Главная страница «Первого сентября»Главная страница журнала «Литература»Содержание №21/2008

Архив
Интервью у классной доски

Валерий Попов: “Учитесь распоряжаться своими впечатлениями...”

Валерий Георгиевич Попов — прозаик, автор многих книг рассказов и повестей («Жизнь удалась», «Новая Шахерезада», «Праздник ахинеи», «Чернильный ангел» и др.), романов «Будни гарема», «Разбойница», «Евангелие от Магдалины», книг для подростков («Все мы не красавцы», «ТИ-ВИ», «Похождения двух горемык», «Нас ждут», «Что посеешь...», «Слишком сильный» и др.).

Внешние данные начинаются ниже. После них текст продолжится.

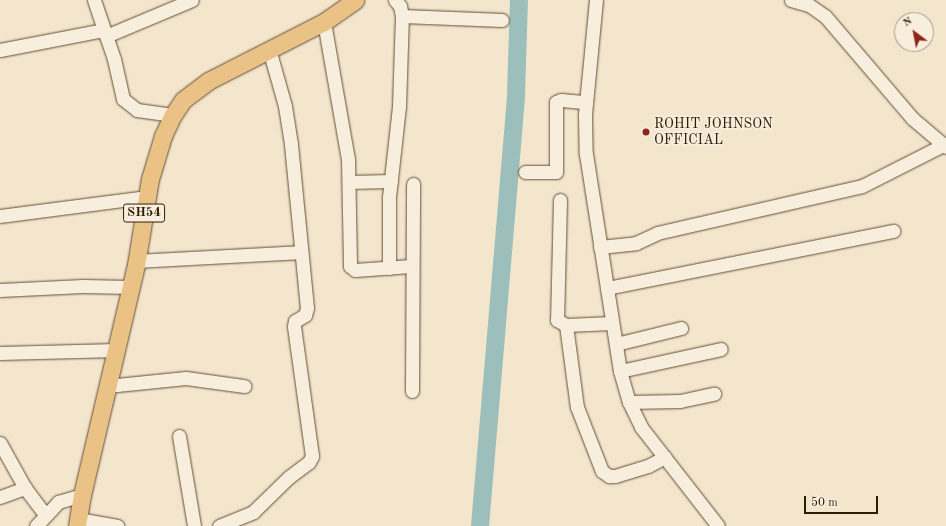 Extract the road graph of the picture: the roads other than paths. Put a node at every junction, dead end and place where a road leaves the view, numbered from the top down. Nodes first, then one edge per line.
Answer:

В.ПоповЛауреат литературных премий имени Сергея Довлатова за лучший рассказ (1993), фонда «Знамя» (1994), «Северная Пальмира» (1998), «Золотой Остап» (1999), премии журнала «Новый мир» (2003), премии имени И.П. Белкина (2003).
Живёт в Санкт-Петербурге.

— Валерий Георгиевич, хочу начать с одного историко-куль­турного разъяснения для читателей. В наше время одним из самых ходких, как теперь говорят по-русски, слоганов стало выражение “Жизнь удалась”. Его можно встретить на рекламных растяжках, в газетных заголовках, на телеэкране... Между тем у этой фразы-возгласа, у этого оптимистического умозаключения есть автор. Так называлась Ваша теперь уже давняя повесть, которая вместе с другой повестью — «Большая удача» — представляет, думаю, Ваше мировидение, Ваше понимание cути земного существования человека и человечества. Вам не досадно, что, принимая выражение “Жизнь удалась”, люди не знают, что у него есть автор, а у автора — замечательная проза, чтение которой доставит им радость и прилив жизненной энергии?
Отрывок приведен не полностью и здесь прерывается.